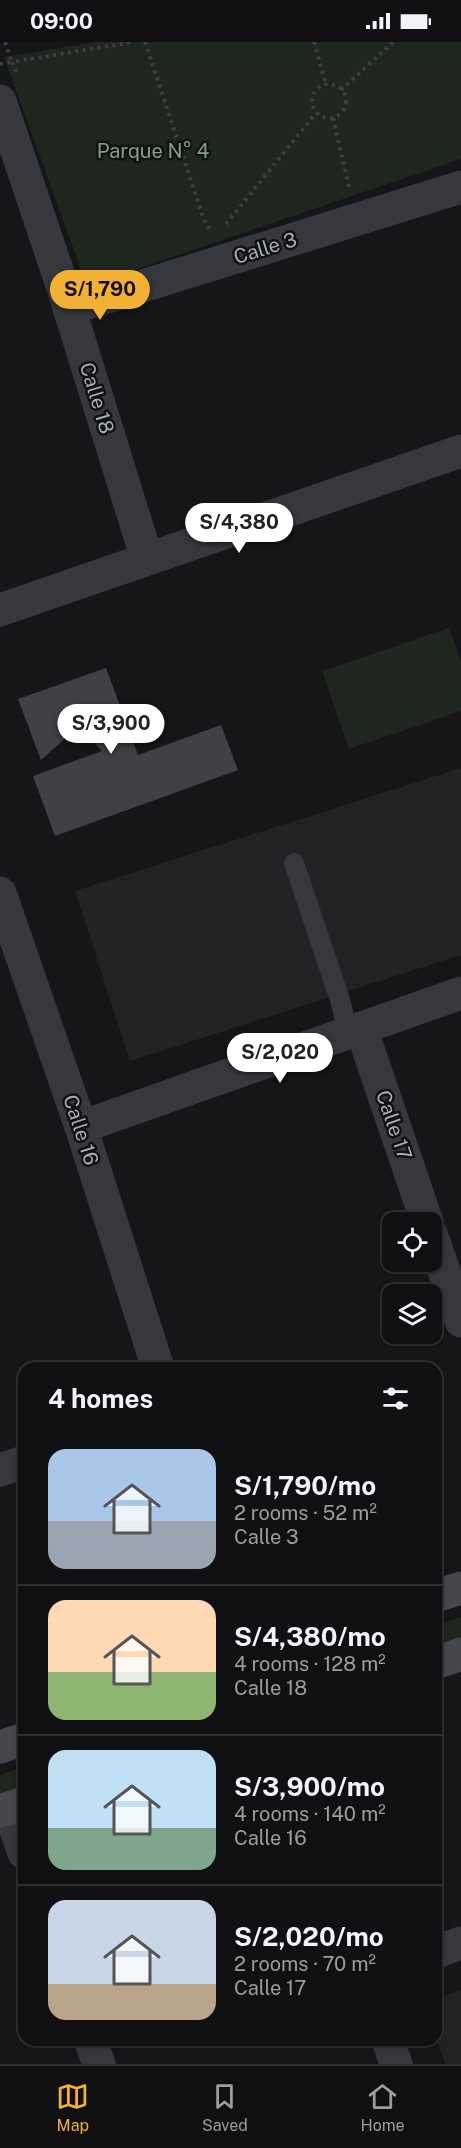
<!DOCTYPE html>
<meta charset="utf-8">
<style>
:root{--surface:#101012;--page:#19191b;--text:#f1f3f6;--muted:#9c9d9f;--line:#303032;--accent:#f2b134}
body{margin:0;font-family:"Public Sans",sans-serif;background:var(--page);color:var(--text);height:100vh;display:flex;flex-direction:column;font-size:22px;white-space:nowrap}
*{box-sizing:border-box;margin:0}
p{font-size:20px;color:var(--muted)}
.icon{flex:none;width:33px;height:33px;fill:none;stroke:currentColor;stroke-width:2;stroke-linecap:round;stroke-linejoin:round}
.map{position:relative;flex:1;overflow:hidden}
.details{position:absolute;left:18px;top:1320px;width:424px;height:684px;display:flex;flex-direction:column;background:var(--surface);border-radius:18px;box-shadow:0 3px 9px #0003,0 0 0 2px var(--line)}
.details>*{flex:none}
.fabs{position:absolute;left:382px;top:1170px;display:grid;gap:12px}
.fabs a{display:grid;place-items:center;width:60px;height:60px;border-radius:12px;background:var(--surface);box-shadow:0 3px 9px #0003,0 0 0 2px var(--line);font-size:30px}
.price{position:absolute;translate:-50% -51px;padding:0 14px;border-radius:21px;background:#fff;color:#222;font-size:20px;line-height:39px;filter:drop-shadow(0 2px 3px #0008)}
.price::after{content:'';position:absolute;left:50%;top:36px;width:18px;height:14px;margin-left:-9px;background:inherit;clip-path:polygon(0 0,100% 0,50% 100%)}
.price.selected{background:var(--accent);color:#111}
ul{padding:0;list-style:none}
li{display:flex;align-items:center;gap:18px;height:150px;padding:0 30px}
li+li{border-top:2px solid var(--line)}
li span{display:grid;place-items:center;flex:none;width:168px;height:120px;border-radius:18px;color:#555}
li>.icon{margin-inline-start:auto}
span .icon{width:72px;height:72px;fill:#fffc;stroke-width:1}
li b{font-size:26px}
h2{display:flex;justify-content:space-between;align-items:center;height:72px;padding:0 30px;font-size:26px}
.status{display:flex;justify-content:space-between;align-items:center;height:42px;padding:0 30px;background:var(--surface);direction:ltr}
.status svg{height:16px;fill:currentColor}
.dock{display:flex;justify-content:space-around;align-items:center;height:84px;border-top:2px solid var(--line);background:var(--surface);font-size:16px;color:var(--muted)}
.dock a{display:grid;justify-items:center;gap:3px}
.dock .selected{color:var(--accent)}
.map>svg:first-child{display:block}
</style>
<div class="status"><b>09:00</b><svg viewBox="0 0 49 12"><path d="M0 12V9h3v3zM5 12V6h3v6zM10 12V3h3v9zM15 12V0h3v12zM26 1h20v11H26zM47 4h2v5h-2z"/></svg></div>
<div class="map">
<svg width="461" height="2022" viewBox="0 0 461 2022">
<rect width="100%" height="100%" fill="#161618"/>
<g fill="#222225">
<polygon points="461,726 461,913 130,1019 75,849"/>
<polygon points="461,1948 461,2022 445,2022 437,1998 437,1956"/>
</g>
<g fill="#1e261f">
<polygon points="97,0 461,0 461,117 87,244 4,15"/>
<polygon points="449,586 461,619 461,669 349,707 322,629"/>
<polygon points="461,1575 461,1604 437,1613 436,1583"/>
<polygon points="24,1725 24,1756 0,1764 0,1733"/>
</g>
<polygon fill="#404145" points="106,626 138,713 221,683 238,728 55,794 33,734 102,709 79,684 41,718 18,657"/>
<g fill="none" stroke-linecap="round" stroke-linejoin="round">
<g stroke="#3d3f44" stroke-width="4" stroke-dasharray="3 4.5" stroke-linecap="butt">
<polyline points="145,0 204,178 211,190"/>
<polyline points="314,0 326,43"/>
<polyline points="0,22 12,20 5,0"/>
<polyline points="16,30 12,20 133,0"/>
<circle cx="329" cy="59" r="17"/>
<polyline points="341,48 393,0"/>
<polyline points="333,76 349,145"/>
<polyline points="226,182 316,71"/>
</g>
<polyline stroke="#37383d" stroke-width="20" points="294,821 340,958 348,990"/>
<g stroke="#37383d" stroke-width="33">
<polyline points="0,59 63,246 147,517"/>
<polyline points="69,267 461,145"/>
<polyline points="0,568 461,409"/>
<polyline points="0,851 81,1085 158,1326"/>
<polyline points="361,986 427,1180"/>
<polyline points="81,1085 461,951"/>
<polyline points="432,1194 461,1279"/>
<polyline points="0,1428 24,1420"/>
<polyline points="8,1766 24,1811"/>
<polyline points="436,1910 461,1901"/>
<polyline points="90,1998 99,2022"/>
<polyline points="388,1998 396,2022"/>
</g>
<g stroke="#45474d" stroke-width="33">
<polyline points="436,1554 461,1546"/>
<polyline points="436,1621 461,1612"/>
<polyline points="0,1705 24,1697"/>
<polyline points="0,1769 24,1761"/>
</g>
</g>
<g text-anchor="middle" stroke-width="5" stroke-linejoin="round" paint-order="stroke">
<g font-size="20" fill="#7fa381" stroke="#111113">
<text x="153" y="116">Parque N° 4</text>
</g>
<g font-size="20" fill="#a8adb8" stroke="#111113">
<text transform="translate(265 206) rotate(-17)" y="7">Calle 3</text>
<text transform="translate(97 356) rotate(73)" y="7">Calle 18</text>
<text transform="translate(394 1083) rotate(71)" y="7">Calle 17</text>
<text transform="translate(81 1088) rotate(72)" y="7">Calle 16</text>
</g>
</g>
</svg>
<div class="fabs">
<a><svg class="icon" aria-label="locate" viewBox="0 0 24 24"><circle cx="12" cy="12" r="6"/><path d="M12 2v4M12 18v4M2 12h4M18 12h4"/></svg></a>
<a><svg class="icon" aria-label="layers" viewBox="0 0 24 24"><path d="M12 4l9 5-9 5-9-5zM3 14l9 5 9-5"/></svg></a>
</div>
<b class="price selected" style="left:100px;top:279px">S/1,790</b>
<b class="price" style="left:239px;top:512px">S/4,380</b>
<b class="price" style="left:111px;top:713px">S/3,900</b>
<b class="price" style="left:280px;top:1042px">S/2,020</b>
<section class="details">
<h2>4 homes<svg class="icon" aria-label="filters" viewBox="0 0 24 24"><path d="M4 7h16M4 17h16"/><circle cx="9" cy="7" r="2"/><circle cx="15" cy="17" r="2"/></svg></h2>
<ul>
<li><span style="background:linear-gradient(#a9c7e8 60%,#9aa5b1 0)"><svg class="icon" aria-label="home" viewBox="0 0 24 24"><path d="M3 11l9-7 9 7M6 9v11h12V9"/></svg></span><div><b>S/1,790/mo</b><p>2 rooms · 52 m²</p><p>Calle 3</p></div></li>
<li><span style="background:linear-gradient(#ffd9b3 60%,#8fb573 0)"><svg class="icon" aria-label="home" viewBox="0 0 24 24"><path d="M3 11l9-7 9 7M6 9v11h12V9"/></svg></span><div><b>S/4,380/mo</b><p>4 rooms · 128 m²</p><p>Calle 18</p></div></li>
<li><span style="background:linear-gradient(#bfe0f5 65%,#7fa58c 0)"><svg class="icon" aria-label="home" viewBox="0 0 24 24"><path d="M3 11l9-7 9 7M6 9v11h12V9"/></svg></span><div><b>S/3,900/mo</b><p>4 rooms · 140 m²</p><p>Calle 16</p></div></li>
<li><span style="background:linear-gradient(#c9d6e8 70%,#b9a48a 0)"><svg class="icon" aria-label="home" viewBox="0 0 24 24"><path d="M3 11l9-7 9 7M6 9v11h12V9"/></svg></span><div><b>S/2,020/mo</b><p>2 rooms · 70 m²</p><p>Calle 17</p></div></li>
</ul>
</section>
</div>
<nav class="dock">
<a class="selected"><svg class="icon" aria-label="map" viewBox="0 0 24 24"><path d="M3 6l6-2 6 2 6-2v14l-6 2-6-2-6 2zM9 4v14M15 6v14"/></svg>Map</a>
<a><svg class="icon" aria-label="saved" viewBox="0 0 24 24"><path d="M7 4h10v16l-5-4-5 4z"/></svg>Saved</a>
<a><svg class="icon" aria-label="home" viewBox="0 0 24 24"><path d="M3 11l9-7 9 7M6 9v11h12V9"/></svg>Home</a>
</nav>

○ ○ ○

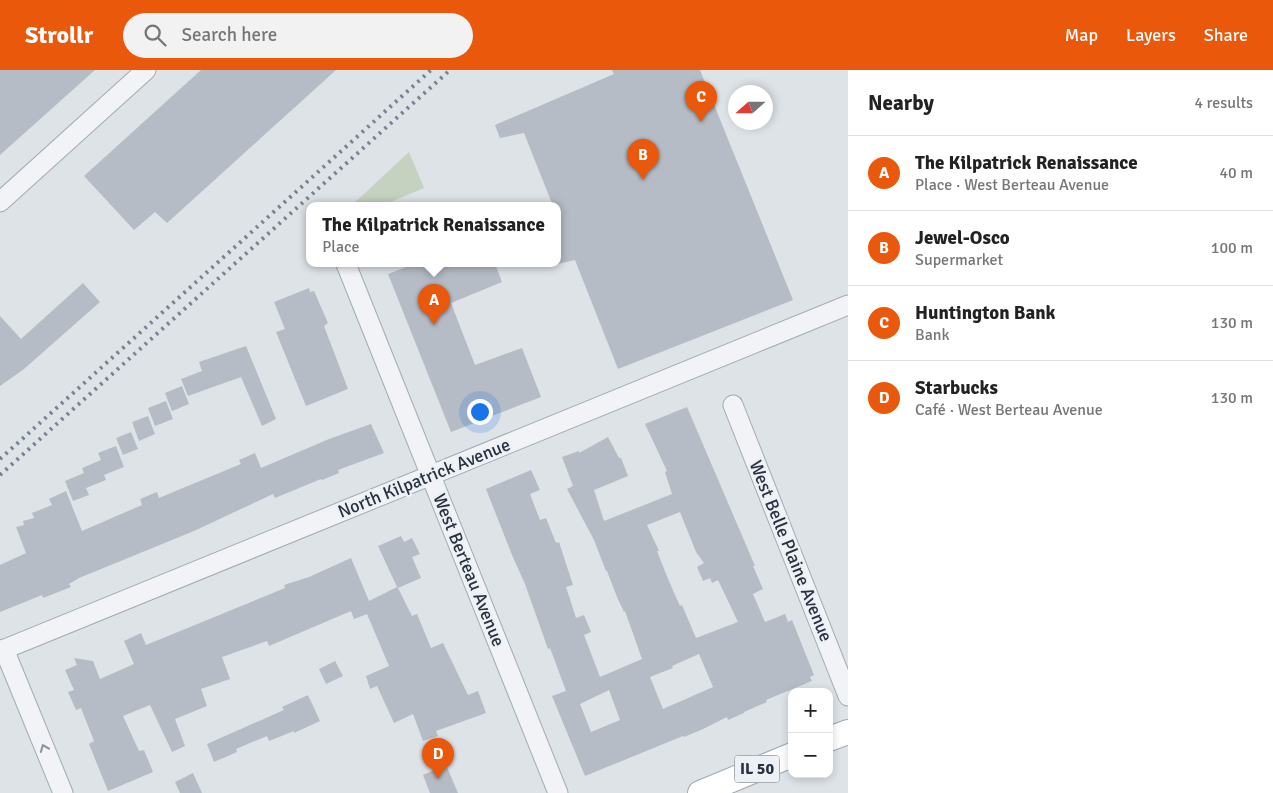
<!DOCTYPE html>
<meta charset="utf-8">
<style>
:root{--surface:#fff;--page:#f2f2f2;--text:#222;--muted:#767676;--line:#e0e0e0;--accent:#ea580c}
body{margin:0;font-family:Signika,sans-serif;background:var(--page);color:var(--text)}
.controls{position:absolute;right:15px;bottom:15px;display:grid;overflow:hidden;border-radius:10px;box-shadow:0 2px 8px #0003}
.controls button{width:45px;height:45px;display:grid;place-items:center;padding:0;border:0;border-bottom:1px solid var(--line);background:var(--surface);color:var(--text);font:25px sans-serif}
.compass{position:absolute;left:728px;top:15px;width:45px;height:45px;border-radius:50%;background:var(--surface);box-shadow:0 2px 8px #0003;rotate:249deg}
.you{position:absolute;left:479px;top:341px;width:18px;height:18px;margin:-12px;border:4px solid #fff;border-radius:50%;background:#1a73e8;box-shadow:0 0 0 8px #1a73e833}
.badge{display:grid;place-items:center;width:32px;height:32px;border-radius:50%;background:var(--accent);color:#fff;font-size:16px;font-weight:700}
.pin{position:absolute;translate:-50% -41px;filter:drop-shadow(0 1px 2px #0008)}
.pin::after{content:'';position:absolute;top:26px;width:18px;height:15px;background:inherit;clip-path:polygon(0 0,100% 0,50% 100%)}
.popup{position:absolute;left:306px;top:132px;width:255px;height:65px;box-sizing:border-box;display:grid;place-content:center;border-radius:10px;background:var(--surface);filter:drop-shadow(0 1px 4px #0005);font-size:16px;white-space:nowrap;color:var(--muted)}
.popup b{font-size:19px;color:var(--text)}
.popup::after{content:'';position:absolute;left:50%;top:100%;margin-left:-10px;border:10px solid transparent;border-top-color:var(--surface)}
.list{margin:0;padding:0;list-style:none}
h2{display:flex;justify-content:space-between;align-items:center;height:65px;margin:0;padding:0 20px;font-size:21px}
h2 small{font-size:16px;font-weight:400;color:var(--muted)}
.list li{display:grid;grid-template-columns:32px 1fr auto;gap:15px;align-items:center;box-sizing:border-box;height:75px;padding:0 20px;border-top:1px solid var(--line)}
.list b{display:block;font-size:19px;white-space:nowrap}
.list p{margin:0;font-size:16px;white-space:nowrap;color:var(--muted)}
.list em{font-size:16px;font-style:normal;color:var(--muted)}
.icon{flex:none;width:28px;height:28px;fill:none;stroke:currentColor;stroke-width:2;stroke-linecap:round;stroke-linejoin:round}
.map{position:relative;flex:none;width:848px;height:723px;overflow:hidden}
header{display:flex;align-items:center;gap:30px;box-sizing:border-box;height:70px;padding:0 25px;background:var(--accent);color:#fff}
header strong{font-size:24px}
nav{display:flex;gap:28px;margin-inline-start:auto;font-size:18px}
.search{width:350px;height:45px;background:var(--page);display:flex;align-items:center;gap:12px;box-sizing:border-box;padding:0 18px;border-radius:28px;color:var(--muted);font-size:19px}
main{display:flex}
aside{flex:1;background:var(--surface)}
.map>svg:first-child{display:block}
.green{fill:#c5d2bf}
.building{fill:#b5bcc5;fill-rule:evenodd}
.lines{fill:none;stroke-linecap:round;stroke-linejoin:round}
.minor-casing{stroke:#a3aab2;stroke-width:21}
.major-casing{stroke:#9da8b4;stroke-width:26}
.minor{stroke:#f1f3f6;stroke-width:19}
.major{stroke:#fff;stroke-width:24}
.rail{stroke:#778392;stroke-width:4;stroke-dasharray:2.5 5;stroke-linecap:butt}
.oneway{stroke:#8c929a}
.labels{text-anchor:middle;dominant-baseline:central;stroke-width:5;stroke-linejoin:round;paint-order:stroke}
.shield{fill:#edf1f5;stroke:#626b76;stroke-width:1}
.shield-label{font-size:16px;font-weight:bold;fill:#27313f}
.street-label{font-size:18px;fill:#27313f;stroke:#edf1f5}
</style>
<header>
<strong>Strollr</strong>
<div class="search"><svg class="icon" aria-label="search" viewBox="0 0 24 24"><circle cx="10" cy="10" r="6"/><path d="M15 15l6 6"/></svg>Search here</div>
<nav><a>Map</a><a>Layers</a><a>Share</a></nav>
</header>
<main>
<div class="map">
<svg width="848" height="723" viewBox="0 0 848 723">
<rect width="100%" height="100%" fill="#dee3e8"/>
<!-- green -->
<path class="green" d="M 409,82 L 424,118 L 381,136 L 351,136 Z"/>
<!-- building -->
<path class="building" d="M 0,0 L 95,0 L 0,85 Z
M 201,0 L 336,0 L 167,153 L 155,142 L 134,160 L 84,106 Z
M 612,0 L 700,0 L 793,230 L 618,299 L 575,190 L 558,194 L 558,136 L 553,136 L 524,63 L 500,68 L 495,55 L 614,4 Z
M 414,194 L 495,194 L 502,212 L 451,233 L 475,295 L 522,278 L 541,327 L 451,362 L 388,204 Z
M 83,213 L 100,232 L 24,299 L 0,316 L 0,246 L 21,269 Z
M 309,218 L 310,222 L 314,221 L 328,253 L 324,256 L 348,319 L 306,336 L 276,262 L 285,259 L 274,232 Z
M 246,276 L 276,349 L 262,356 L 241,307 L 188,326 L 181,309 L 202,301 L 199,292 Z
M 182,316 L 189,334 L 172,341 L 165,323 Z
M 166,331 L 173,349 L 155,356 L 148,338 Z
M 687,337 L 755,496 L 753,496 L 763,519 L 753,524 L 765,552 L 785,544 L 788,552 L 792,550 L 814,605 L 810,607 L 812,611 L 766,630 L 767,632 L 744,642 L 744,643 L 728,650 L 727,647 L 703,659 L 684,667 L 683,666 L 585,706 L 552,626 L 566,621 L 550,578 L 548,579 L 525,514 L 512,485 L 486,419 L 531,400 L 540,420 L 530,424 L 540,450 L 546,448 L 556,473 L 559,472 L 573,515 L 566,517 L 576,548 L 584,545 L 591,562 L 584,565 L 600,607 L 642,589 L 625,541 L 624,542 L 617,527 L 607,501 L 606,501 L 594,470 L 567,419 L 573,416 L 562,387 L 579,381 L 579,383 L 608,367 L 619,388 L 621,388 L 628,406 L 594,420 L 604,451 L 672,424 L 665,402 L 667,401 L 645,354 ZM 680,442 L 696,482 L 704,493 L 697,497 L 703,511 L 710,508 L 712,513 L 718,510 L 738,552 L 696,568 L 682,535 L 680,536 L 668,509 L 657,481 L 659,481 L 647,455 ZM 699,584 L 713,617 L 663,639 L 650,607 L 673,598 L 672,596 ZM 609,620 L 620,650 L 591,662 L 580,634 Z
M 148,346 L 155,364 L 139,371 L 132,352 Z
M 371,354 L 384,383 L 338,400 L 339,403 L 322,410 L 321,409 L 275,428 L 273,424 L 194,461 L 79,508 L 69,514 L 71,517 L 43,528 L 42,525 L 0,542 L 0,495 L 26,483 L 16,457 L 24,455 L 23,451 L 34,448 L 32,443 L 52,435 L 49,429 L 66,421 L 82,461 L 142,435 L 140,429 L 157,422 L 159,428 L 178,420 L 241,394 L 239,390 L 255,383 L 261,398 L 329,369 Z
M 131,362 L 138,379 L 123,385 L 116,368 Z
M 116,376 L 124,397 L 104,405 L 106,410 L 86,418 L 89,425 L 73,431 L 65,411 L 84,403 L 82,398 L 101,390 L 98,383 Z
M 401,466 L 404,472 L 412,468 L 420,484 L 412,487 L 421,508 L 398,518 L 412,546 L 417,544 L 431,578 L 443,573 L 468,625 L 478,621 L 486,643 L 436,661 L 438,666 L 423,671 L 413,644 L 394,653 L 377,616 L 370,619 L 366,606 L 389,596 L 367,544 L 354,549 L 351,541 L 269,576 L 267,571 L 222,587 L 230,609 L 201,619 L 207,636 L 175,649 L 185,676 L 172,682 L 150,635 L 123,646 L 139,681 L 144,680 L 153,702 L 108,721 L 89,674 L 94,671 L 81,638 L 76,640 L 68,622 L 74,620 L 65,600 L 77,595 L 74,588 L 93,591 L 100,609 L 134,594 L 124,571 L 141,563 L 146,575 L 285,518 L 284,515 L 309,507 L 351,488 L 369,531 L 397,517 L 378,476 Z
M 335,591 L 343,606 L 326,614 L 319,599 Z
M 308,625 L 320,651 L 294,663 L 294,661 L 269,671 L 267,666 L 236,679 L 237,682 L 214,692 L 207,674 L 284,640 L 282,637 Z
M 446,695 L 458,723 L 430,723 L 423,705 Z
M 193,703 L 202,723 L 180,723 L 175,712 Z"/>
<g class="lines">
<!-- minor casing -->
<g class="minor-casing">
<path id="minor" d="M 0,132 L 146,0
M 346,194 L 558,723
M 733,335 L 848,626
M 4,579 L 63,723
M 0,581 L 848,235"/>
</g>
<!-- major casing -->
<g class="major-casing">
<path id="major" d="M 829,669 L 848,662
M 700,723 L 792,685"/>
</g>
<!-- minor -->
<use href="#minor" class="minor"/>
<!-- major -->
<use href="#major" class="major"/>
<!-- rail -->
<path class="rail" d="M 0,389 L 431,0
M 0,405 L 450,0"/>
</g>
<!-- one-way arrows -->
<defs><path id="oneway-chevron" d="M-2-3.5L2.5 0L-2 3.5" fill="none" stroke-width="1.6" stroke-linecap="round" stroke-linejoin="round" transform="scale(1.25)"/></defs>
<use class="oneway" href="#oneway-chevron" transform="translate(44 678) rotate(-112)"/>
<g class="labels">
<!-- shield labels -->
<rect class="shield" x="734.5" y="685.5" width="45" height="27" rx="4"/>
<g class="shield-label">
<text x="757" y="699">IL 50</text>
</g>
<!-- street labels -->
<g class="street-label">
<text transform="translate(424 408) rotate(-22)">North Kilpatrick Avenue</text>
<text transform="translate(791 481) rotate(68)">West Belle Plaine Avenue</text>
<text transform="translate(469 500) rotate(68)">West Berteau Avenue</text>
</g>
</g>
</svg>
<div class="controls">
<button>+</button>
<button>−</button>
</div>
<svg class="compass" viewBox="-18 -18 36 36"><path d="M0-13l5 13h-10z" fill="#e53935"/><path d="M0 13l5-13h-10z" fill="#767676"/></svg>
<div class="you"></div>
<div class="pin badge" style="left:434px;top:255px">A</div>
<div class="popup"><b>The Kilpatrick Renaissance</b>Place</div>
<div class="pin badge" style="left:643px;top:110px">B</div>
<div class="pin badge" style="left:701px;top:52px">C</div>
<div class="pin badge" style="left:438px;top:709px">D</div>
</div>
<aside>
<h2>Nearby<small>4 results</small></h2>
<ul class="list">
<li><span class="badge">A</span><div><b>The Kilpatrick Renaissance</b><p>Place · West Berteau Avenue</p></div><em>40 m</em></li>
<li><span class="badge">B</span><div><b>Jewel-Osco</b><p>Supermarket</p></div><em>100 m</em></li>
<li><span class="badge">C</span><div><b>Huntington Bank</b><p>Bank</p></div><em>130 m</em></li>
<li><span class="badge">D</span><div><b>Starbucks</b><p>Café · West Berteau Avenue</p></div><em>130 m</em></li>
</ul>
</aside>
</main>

○ ○ ○

- Task to carry out
Using the records above, copy each line that contains "fabs".

- The completed task
.fabs{position:absolute;left:382px;top:1170px;display:grid;gap:12px}
.fabs a{display:grid;place-items:center;width:60px;height:60px;border-radius:12px;background:var(--surface);box-shadow:0 3px 9px #0003,0 0 0 2px var(--line);font-size:30px}
<div class="fabs">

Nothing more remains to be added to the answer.